◆ **The problem**: What is needed here is an exact copy of every entry.

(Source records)
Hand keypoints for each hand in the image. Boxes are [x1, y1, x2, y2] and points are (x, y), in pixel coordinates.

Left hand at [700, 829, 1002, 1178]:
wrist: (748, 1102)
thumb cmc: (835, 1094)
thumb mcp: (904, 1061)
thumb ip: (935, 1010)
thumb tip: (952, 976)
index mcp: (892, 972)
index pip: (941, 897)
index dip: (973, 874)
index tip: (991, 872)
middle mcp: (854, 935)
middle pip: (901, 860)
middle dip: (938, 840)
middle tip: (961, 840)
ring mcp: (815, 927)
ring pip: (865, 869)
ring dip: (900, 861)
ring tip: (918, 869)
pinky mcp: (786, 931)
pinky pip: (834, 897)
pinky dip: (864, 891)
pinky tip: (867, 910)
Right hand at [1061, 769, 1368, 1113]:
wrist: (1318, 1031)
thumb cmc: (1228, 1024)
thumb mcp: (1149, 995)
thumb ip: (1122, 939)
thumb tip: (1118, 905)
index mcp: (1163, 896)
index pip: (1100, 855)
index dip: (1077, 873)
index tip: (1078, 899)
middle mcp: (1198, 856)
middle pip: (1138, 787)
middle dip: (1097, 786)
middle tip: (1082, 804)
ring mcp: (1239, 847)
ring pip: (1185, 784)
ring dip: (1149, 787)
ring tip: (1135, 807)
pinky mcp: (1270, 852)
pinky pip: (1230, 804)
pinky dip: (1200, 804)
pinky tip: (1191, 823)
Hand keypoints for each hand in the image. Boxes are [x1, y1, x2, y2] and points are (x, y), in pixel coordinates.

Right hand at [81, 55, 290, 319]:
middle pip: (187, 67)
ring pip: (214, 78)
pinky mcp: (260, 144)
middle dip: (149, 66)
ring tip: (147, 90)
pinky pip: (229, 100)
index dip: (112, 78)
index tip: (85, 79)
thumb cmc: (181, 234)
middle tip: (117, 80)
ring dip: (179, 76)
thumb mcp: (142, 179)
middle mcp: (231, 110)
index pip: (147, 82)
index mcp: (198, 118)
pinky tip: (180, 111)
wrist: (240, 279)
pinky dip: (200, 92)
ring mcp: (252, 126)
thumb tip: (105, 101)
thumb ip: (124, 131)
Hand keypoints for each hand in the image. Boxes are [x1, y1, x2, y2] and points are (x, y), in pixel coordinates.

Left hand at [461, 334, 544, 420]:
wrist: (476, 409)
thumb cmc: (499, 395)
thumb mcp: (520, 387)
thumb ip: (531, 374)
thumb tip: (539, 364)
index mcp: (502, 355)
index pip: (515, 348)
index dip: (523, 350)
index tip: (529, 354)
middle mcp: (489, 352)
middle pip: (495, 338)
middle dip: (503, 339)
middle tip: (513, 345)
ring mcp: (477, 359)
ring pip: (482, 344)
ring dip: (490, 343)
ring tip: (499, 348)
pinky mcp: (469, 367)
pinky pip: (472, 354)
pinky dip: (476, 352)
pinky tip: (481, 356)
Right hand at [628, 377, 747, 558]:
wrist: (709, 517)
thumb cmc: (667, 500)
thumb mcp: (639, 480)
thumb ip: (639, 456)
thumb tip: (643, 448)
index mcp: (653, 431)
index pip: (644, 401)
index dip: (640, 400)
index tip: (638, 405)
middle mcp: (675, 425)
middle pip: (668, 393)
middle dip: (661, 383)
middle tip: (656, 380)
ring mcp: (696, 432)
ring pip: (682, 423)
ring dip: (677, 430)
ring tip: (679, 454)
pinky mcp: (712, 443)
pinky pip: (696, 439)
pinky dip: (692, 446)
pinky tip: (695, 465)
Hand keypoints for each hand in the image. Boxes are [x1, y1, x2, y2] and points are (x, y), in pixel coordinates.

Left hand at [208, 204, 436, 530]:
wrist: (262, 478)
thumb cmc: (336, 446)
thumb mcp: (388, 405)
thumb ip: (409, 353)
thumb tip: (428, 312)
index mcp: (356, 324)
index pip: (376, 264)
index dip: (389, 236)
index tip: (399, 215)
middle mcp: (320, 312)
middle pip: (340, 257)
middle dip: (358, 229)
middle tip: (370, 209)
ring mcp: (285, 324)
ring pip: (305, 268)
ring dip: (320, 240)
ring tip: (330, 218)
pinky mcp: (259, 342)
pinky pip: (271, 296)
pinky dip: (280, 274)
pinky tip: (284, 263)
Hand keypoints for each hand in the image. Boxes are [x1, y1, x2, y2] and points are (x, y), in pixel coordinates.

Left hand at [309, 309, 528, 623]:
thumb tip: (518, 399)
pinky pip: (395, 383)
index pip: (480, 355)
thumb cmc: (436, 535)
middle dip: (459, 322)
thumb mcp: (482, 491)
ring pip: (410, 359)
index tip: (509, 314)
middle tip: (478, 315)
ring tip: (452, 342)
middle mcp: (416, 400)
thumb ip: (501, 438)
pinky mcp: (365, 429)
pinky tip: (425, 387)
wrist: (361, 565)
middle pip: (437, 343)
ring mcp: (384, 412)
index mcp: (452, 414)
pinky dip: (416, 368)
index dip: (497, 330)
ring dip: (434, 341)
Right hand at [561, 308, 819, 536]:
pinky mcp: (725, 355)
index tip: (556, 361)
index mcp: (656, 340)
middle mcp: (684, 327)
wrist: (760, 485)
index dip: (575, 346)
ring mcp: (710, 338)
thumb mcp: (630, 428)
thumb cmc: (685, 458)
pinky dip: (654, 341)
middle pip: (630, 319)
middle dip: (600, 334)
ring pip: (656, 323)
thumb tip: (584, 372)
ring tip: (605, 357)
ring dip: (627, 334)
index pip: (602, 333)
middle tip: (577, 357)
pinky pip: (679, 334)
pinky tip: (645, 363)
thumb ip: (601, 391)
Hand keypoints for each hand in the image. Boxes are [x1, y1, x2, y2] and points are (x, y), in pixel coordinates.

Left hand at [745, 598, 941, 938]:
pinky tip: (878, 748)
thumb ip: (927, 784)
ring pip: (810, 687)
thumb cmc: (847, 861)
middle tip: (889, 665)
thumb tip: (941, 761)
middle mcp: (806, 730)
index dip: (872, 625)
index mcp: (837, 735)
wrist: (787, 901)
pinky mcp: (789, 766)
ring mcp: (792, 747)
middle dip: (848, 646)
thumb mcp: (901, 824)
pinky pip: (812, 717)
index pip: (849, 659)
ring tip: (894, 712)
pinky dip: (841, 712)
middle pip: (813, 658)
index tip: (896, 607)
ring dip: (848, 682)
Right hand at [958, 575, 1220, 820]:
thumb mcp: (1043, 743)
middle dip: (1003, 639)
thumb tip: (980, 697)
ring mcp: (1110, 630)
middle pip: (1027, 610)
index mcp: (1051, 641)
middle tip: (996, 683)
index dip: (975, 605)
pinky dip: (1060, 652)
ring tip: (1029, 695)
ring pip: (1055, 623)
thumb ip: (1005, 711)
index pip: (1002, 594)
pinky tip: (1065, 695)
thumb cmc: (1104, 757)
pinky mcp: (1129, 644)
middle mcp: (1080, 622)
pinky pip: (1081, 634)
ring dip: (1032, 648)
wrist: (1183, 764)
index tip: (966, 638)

◆ **Task answer**:
Hand keypoints for each hand in the image. Boxes are [x1, y1, x2, y2] and points are (x, y), in pixel coordinates.

Left hand at [700, 829, 1002, 1178]:
wrist: (748, 1102)
thumb cmc: (835, 1094)
thumb mcp: (904, 1061)
thumb ip: (935, 1010)
thumb tip: (952, 976)
index mcp: (892, 972)
index pip: (941, 897)
index dip: (973, 874)
index tip: (991, 872)
middle mcp: (854, 935)
middle pip: (901, 860)
middle dip: (938, 840)
middle tip: (961, 840)
ring mcp: (815, 927)
ring pip: (865, 869)
ring dip: (900, 861)
ring tip: (918, 869)
pinky mcp: (786, 931)
pinky pip: (834, 897)
pinky dip: (864, 891)
pinky tip: (867, 910)
Right hand at [1061, 769, 1368, 1113]:
wrist: (1318, 1031)
thumb cmc: (1228, 1024)
thumb mcp: (1149, 995)
thumb ip: (1122, 939)
thumb tip: (1118, 905)
index mcp: (1163, 896)
index pip: (1100, 855)
index dip: (1077, 873)
index tip: (1078, 899)
middle mcp: (1198, 856)
middle pip: (1138, 787)
middle dip: (1097, 786)
middle tip: (1082, 804)
ring mcp: (1239, 847)
ring pip: (1185, 784)
ring dip: (1149, 787)
ring tip: (1135, 807)
pinky mcp: (1270, 852)
pinky pip: (1230, 804)
pinky dip: (1200, 804)
pinky tip: (1191, 823)
Hand keypoints for each hand in the image. Boxes are [x1, y1, x2, y2] and points are (x, y), in pixel coordinates.

Right hand at [81, 55, 290, 319]:
middle pip: (187, 67)
ring pip: (214, 78)
pinky mcp: (260, 144)
middle dip: (149, 66)
ring tip: (147, 90)
pinky pip: (229, 100)
index dip: (112, 78)
index tip: (85, 79)
thumb cmc: (181, 234)
middle tip: (117, 80)
ring dip: (179, 76)
thumb mcp: (142, 179)
middle mcp: (231, 110)
index pip: (147, 82)
index mcp: (198, 118)
pinky tip: (180, 111)
wrist: (240, 279)
pinky dip: (200, 92)
ring mcp: (252, 126)
thumb tip: (105, 101)
thumb ip: (124, 131)
Hand keypoints for each hand in the image. Boxes are [x1, y1, x2, y2] and points are (x, y), in pixel coordinates.

Left hand at [461, 334, 544, 420]:
wrist: (476, 409)
thumb cmc: (499, 395)
thumb mcp: (520, 387)
thumb ip: (531, 374)
thumb tip: (539, 364)
index mcp: (502, 355)
index pip: (515, 348)
index dip: (523, 350)
index tip: (529, 354)
middle mcp: (489, 352)
middle pip: (495, 338)
middle dip: (503, 339)
middle tip: (513, 345)
ring mcp: (477, 359)
ring pip: (482, 344)
ring dip: (490, 343)
ring tip: (499, 348)
pinky mcp: (469, 367)
pinky pip: (472, 354)
pinky dip: (476, 352)
pinky tip: (481, 356)
Right hand at [628, 377, 747, 558]:
wrist: (709, 517)
thumb cmc: (667, 500)
thumb mcp: (639, 480)
thumb ip: (639, 456)
thumb tip: (643, 448)
index mcp: (653, 431)
index pip: (644, 401)
index dip: (640, 400)
index tip: (638, 405)
middle mcp: (675, 425)
middle pip: (668, 393)
middle dip: (661, 383)
middle tip: (656, 380)
ring mcp: (696, 432)
ring pip: (682, 423)
ring dip: (677, 430)
ring tip: (679, 454)
pinky mcp: (712, 443)
pinky pip: (696, 439)
pinky dip: (692, 446)
pinky tip: (695, 465)
Hand keypoints for each hand in the image. Boxes are [x1, y1, x2, y2] and points are (x, y), in pixel coordinates.

Left hand at [208, 204, 436, 530]:
wrist: (262, 478)
thumb cmc: (336, 446)
thumb mcp: (388, 405)
thumb ip: (409, 353)
thumb tip: (428, 312)
index mcp: (356, 324)
index pip: (376, 264)
index dip: (389, 236)
index tip: (399, 215)
middle mcp: (320, 312)
middle pip: (340, 257)
middle dip: (358, 229)
middle tip: (370, 209)
ring mcp: (285, 324)
ring pip: (305, 268)
ring dip: (320, 240)
ring tip: (330, 218)
pinky mcp: (259, 342)
pinky pip: (271, 296)
pinky dip: (280, 274)
pinky tip: (284, 263)
Hand keypoints for each hand in the image. Boxes are [x1, y1, x2, y2] and points are (x, y), in pixel coordinates.

Left hand at [309, 309, 528, 623]:
thumb tip: (518, 399)
pinky pip: (395, 383)
index pip: (480, 355)
thumb cmc: (436, 535)
middle dip: (459, 322)
thumb mcp: (482, 491)
ring pip: (410, 359)
index tip: (509, 314)
middle tip: (478, 315)
ring tip: (452, 342)
middle mcp: (416, 400)
thumb ip: (501, 438)
pinky mcp: (365, 429)
pinky tip: (425, 387)
wrist: (361, 565)
middle pip: (437, 343)
ring mcp: (384, 412)
index mcp: (452, 414)
pinky dip: (416, 368)
index dip: (497, 330)
ring dip: (434, 341)
Right hand at [561, 308, 819, 536]:
pinky mcp: (725, 355)
index tip: (556, 361)
index mcp: (656, 340)
middle mcp: (684, 327)
wrist: (760, 485)
index dip: (575, 346)
ring mcp: (710, 338)
thumb mcp: (630, 428)
thumb cmc: (685, 458)
pinky dip: (654, 341)
middle pip: (630, 319)
middle dip: (600, 334)
ring pip: (656, 323)
thumb tip: (584, 372)
ring tip: (605, 357)
ring dip: (627, 334)
index pip: (602, 333)
middle tip: (577, 357)
pinky pip: (679, 334)
pinky tip: (645, 363)
thumb ip: (601, 391)
Hand keypoints for each hand in the image. Boxes are [x1, y1, x2, y2] and points are (x, y), in pixel coordinates.

Left hand at [745, 598, 941, 938]:
pinky tip: (878, 748)
thumb ip: (927, 784)
ring pip: (810, 687)
thumb cmc: (847, 861)
middle tip: (889, 665)
thumb tip: (941, 761)
middle mcp: (806, 730)
index dip: (872, 625)
index mcp: (837, 735)
wrist: (787, 901)
pinky mcp: (789, 766)
ring mcp: (792, 747)
middle dip: (848, 646)
thumb mcp: (901, 824)
pinky pip: (812, 717)
index pip: (849, 659)
ring tip: (894, 712)
pinky dip: (841, 712)
middle pip: (813, 658)
index tip: (896, 607)
ring dip: (848, 682)
Right hand at [958, 575, 1220, 820]:
thumb mcp: (1043, 743)
middle dip: (1003, 639)
thumb tip: (980, 697)
ring mcp: (1110, 630)
middle pip: (1027, 610)
index mcp: (1051, 641)
middle tip: (996, 683)
index dip: (975, 605)
pinky dip: (1060, 652)
ring tip: (1029, 695)
ring pip: (1055, 623)
thumb ip: (1005, 711)
index pip: (1002, 594)
pinky tip: (1065, 695)
thumb cmc: (1104, 757)
pinky mcp: (1129, 644)
middle mcp: (1080, 622)
pinky pip: (1081, 634)
ring dip: (1032, 648)
wrist: (1183, 764)
index tip: (966, 638)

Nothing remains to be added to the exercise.